== ASSIGNED TASK ==
A faithful copy of all the records is needed, with the pictures omitted.

== DATASET EXCERPTS ==
┌────────

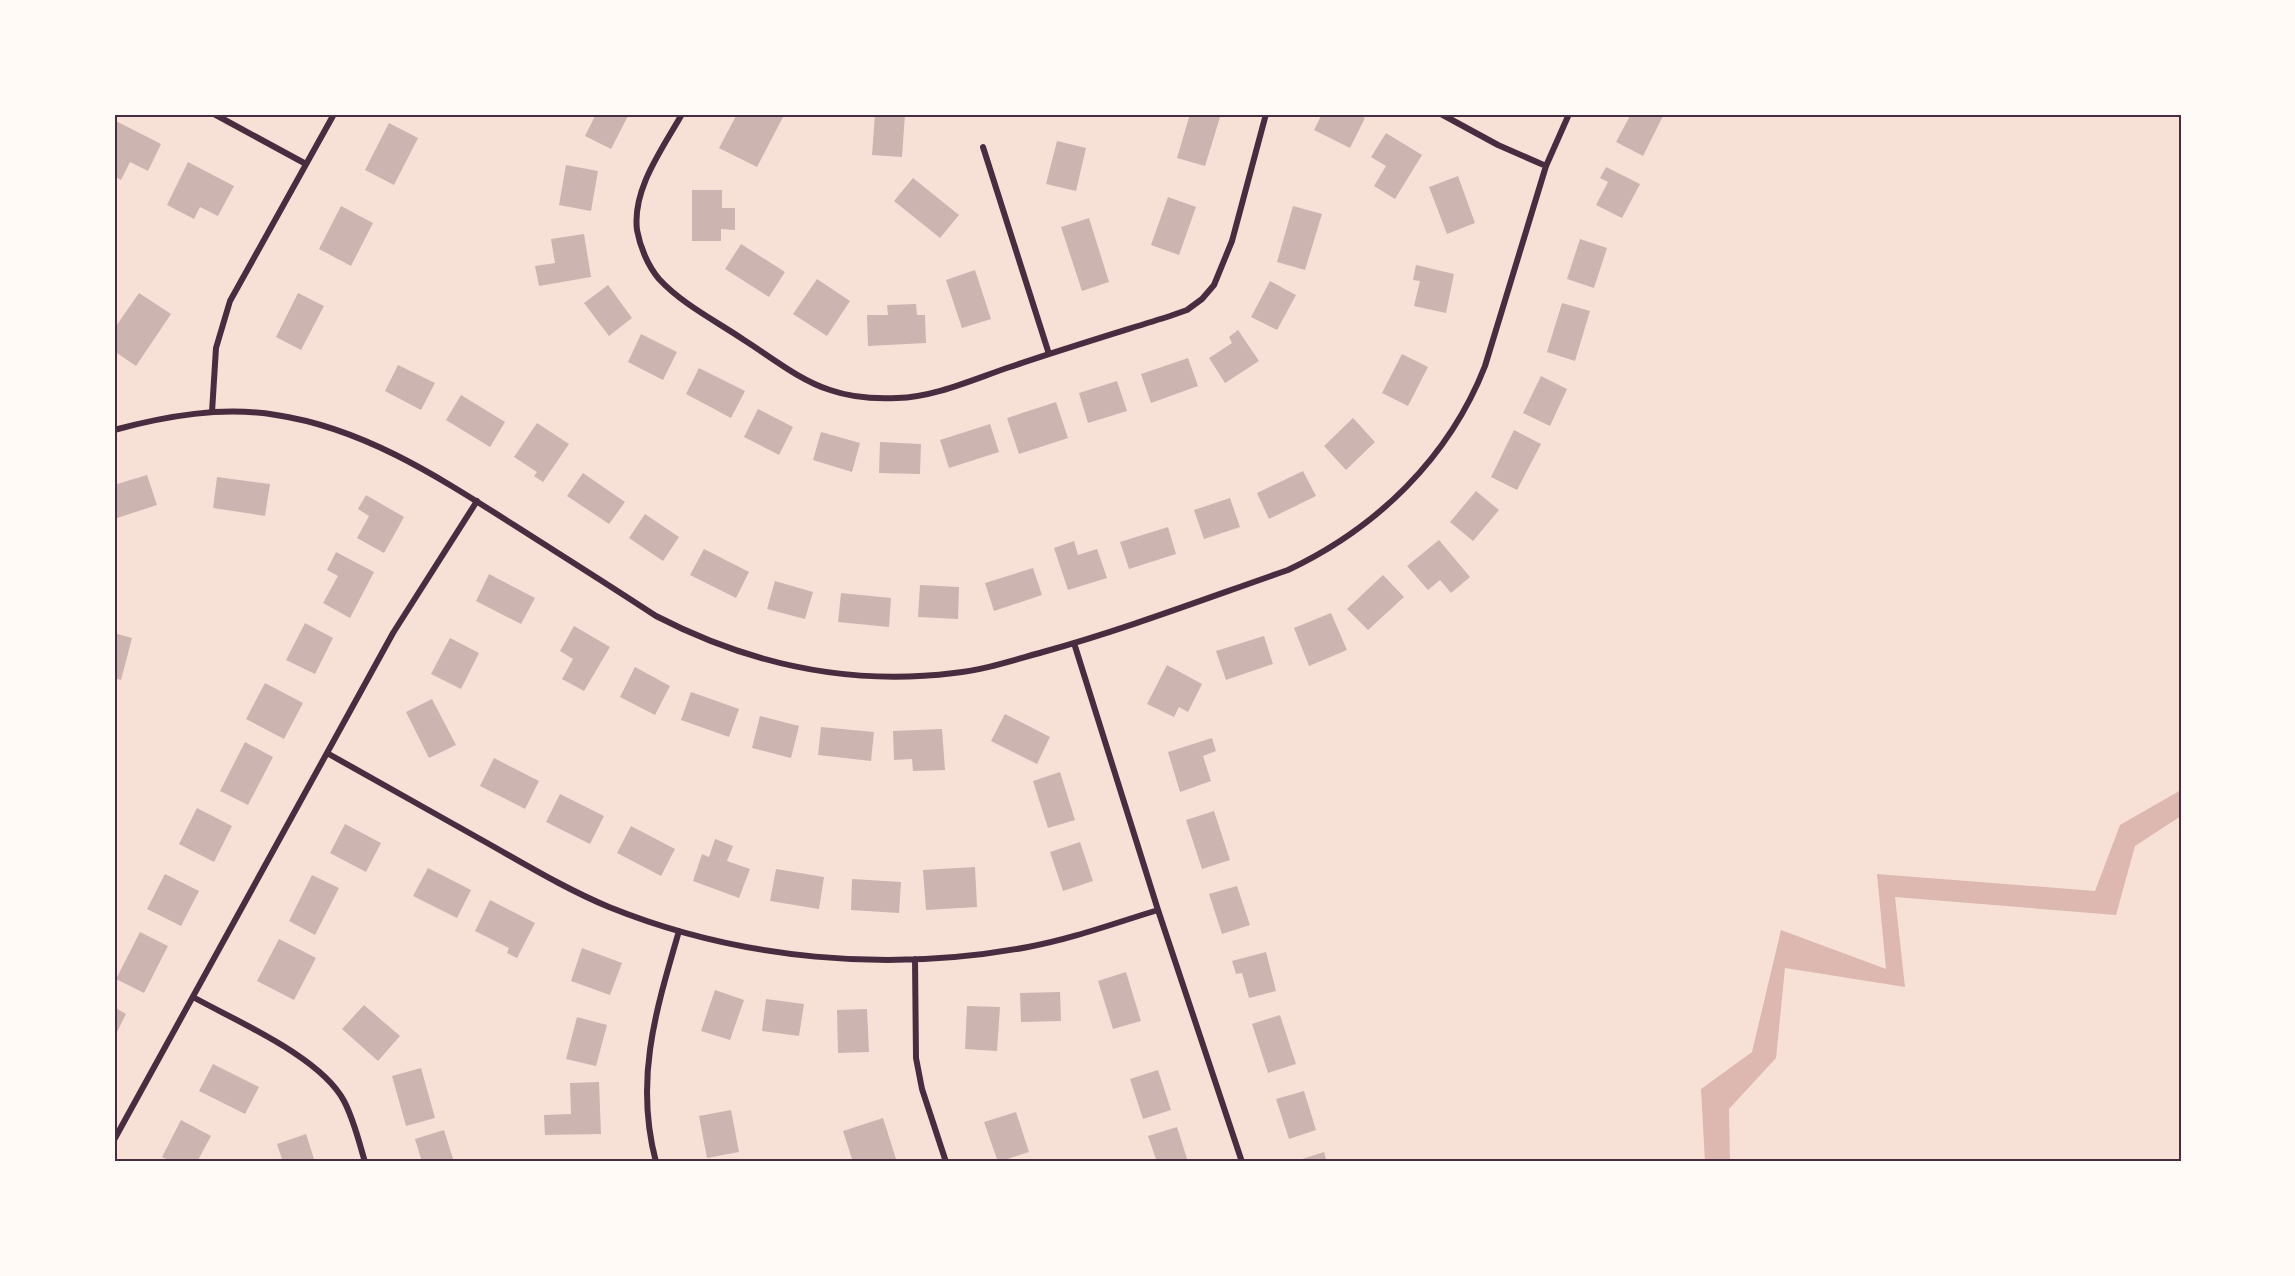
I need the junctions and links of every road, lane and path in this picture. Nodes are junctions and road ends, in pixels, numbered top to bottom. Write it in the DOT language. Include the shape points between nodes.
graph roads {
  1 [pos="214,114"];
  2 [pos="334,114"];
  3 [pos="682,114"];
  4 [pos="1266,114"];
  5 [pos="1441,114"];
  6 [pos="1569,114"];
  7 [pos="983,147"];
  8 [pos="306,165"];
  9 [pos="1546,166"];
  10 [pos="1049,354"];
  11 [pos="212,412"];
  12 [pos="114,430"];
  13 [pos="477,501"];
  14 [pos="1074,643"];
  15 [pos="327,753"];
  16 [pos="1158,910"];
  17 [pos="679,931"];
  18 [pos="915,959"];
  19 [pos="193,997"];
  20 [pos="114,1140"];
  21 [pos="365,1162"];
  22 [pos="656,1162"];
  23 [pos="946,1162"];
  24 [pos="1242,1162"];
  1 -- 8 [label="street"];
  2 -- 8 [label="street"];
  3 -- 10 [label="street" via="648,175 638,206 638,231 658,278 706,315 811,381 830,390 875,398 937,391"];
  4 -- 10 [label="street" via="1232,241 1215,285 1187,310"];
  5 -- 9 [label="street"];
  6 -- 9 [label="street"];
  7 -- 10 [label="street"];
  8 -- 11 [label="street" via="224,316 216,348"];
  9 -- 14 [label="street" via="1474,395 1444,443 1405,489 1385,508 1314,558"];
  11 -- 12 [label="street"];
  11 -- 13 [label="street" via="276,415 340,432 416,464"];
  13 -- 14 [label="street" via="664,620 722,646 781,664 848,674 933,675 992,666"];
  13 -- 15 [label="street" via="393,633"];
  14 -- 16 [label="street"];
  15 -- 17 [label="street" via="546,876 608,906"];
  15 -- 19 [label="street"];
  16 -- 18 [label="street" via="1030,947"];
  16 -- 24 [label="street"];
  17 -- 18 [label="street" via="784,953"];
  17 -- 22 [label="street" via="648,1053 647,1107"];
  18 -- 23 [label="street" via="916,1058"];
  19 -- 20 [label="street"];
  19 -- 21 [label="street" via="318,1069 343,1100"];
}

└────────

== RESPONSE FOR THIS EXERCISE ==
I need the junctions and links of every road, lane and path in this picture. Nodes are junctions and road ends, in pixels, numbered top to bottom. Write it in the DOT language. Include the shape points between nodes.
graph roads {
  1 [pos="214,114"];
  2 [pos="334,114"];
  3 [pos="682,114"];
  4 [pos="1266,114"];
  5 [pos="1441,114"];
  6 [pos="1569,114"];
  7 [pos="983,147"];
  8 [pos="306,165"];
  9 [pos="1546,166"];
  10 [pos="1049,354"];
  11 [pos="212,412"];
  12 [pos="114,430"];
  13 [pos="477,501"];
  14 [pos="1074,643"];
  15 [pos="327,753"];
  16 [pos="1158,910"];
  17 [pos="679,931"];
  18 [pos="915,959"];
  19 [pos="193,997"];
  20 [pos="114,1140"];
  21 [pos="365,1162"];
  22 [pos="656,1162"];
  23 [pos="946,1162"];
  24 [pos="1242,1162"];
  1 -- 8 [label="street"];
  2 -- 8 [label="street"];
  3 -- 10 [label="street" via="648,175 638,206 638,231 658,278 706,315 811,381 830,390 875,398 937,391"];
  4 -- 10 [label="street" via="1232,241 1215,285 1187,310"];
  5 -- 9 [label="street"];
  6 -- 9 [label="street"];
  7 -- 10 [label="street"];
  8 -- 11 [label="street" via="224,316 216,348"];
  9 -- 14 [label="street" via="1474,395 1444,443 1405,489 1385,508 1314,558"];
  11 -- 12 [label="street"];
  11 -- 13 [label="street" via="276,415 340,432 416,464"];
  13 -- 14 [label="street" via="664,620 722,646 781,664 848,674 933,675 992,666"];
  13 -- 15 [label="street" via="393,633"];
  14 -- 16 [label="street"];
  15 -- 17 [label="street" via="546,876 608,906"];
  15 -- 19 [label="street"];
  16 -- 18 [label="street" via="1030,947"];
  16 -- 24 [label="street"];
  17 -- 18 [label="street" via="784,953"];
  17 -- 22 [label="street" via="648,1053 647,1107"];
  18 -- 23 [label="street" via="916,1058"];
  19 -- 20 [label="street"];
  19 -- 21 [label="street" via="318,1069 343,1100"];
}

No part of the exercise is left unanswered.